In this thesis, we have explored the role of CAP-1, an actin capping protein during C. elegans embryogenesis and tissue function primarily in the germline. CAP-1 is associated with actin and actomyosin structures across multiple tissues in C. elegans. Embryos lacking cap-1 exhibit ~60% lethality, while failing to develop beyond late embryogenesis stages. We observed defects in actin network organisation and formation of large PLST-1 puncta in embryos lacking cap-1, providing strong evidence for the role of CAP-1 in regulation of actin architecture during embryogenesis.

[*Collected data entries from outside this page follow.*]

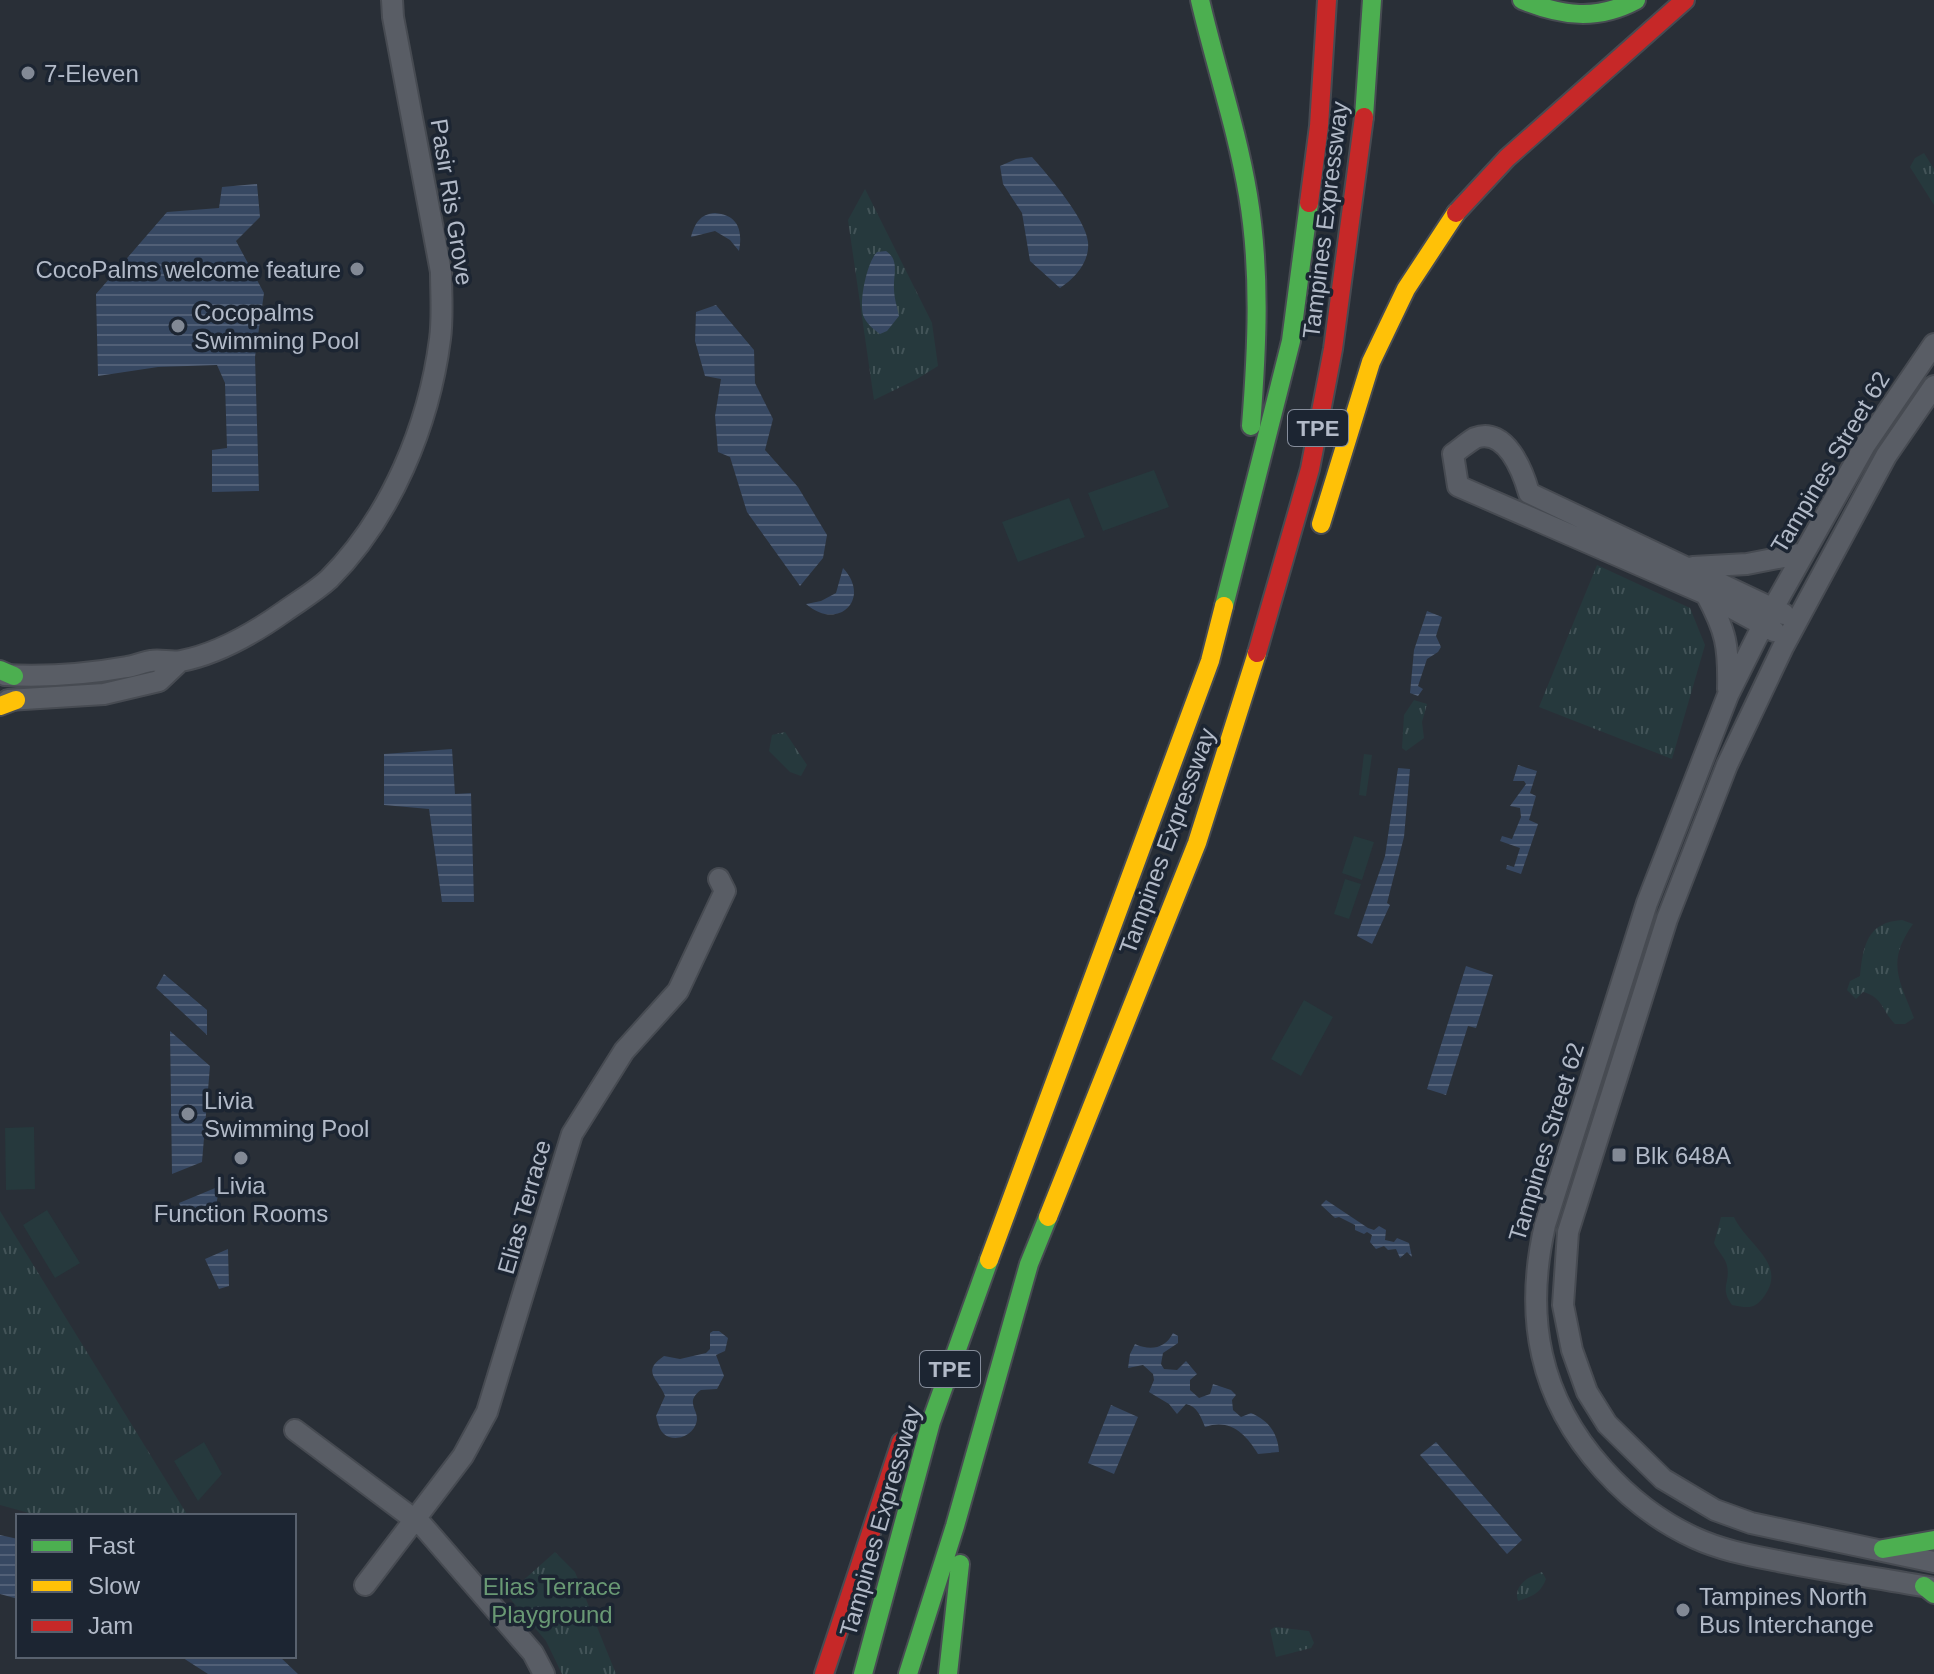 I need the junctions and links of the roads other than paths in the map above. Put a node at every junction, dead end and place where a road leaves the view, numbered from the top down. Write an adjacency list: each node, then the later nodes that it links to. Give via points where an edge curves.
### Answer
1 (1200, 0): 10 (main road, via 1248,194 1256,271 1256,355 1242,491)
2 (1327, 0): 10 (main road, Tampines Expressway / TPE, via 1319,126 1291,341)
3 (1372, 0): 23 (main road, Tampines Expressway / TPE, via 1363,129 1333,349 1310,469)
4 (1522, 0): 5 (main road, via 1581,18)
5 (1636, 0)
6 (1685, 0): 12 (main road, via 1507,158 1450,219 1406,289 1371,362)
7 (389, 6): 18 (street, Pasir Ris Grove, via 441,272 440,338 418,428 401,474 368,533 328,580 242,639)
8 (1934, 344): 13 (street, Tampines Street 62, via 1865,445)
9 (1934, 386): 17 (street, Tampines Street 62, via 1886,456)
10 (1248, 515): 25 (main road, Tampines Expressway / TPE, via 1210,661)
11 (1564, 521): 11 (street, via 1458,486 1453,454 1477,437 1490,437 1513,452 1529,493); 14 (street); 15 (street)
12 (1315, 545)
13 (1804, 553): 14 (street, via 1747,564); 16 (street, Tampines Street 62)
14 (1689, 567): 16 (street)
15 (1706, 594): 16 (street); 20 (street, via 1724,626)
16 (1768, 617): 17 (street); 20 (street, Tampines Street 62)
17 (1793, 630): 31 (street, Tampines Street 62, via 1727,765 1667,919 1568,1232 1563,1305 1587,1392 1607,1424 1663,1479 1715,1510)
18 (179, 662): 19 (street, Pasir Ris Grove); 21 (street, Pasir Ris Grove, via 159,681 135,687)
19 (5, 674)
20 (1728, 695): 35 (street, Tampines Street 62, via 1647,903 1545,1225 1536,1264 1535,1310 1543,1365 1558,1406 1582,1445 1619,1486 1694,1538 1733,1552)
21 (5, 702)
22 (1255, 724): 23 (main road)
23 (1197, 843): 30 (main road, Tampines Expressway / TPE, via 1029,1264)
24 (719, 879): 29 (street, Elias Terrace, via 725,891 678,991 624,1051 572,1134 487,1412 463,1456)
25 (1057, 1070): 26 (main road); 40 (main road, Tampines Expressway / TPE, via 931,1422)
26 (944, 1333)
27 (908, 1420): 39 (main road)
28 (295, 1430): 29 (street)
29 (415, 1521): 36 (street, Elias Terrace); 38 (street, via 533,1653)
30 (955, 1526): 41 (main road, Tampines Expressway / TPE); 42 (main road, via 960,1568)
31 (1802, 1532): 33 (street, Tampines Street 62); 35 (street, via 1825,1553)
32 (1934, 1540): 33 (main road)
33 (1883, 1549): 34 (street, Tampines Street 62)
34 (1934, 1562)
35 (1826, 1570): 37 (street, Tampines Street 62)
36 (365, 1585)
37 (1931, 1589)
38 (544, 1674)
39 (824, 1674)
40 (863, 1674)
41 (908, 1674)
42 (948, 1674) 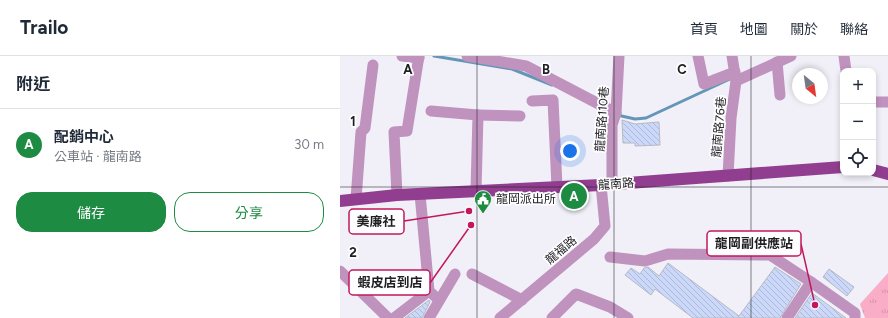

In the germline, loss of cap-1 leads to disruption of the tissue architecture accompanied by constricted and meandering rachis and multinucleated germ cells. In addition to effects on the actin structure, we observed a 2-fold increase in the levels of actin and myosin in the germline, along with a 1.3fold increase in ARX-2 levels, indicating changes in the germline actin network architecture by affecting degree of branching. Increase in myosin II levels suggests an increase in contractility in the germline in the absence of CAP-1. Double knockdown of let-502 (Rho kinase) and cap-1 reverses the germline morphologic defects arising from cap-1 RNAi resulting in a wider rachis, further strengthening the evidence for an increase in actomyosin contractility in cap-1 loss. Taken together, we demonstrate that CAP-1 plays an important role by regulating actin and actomyosin structures in tissue morphogenesis and tissue function.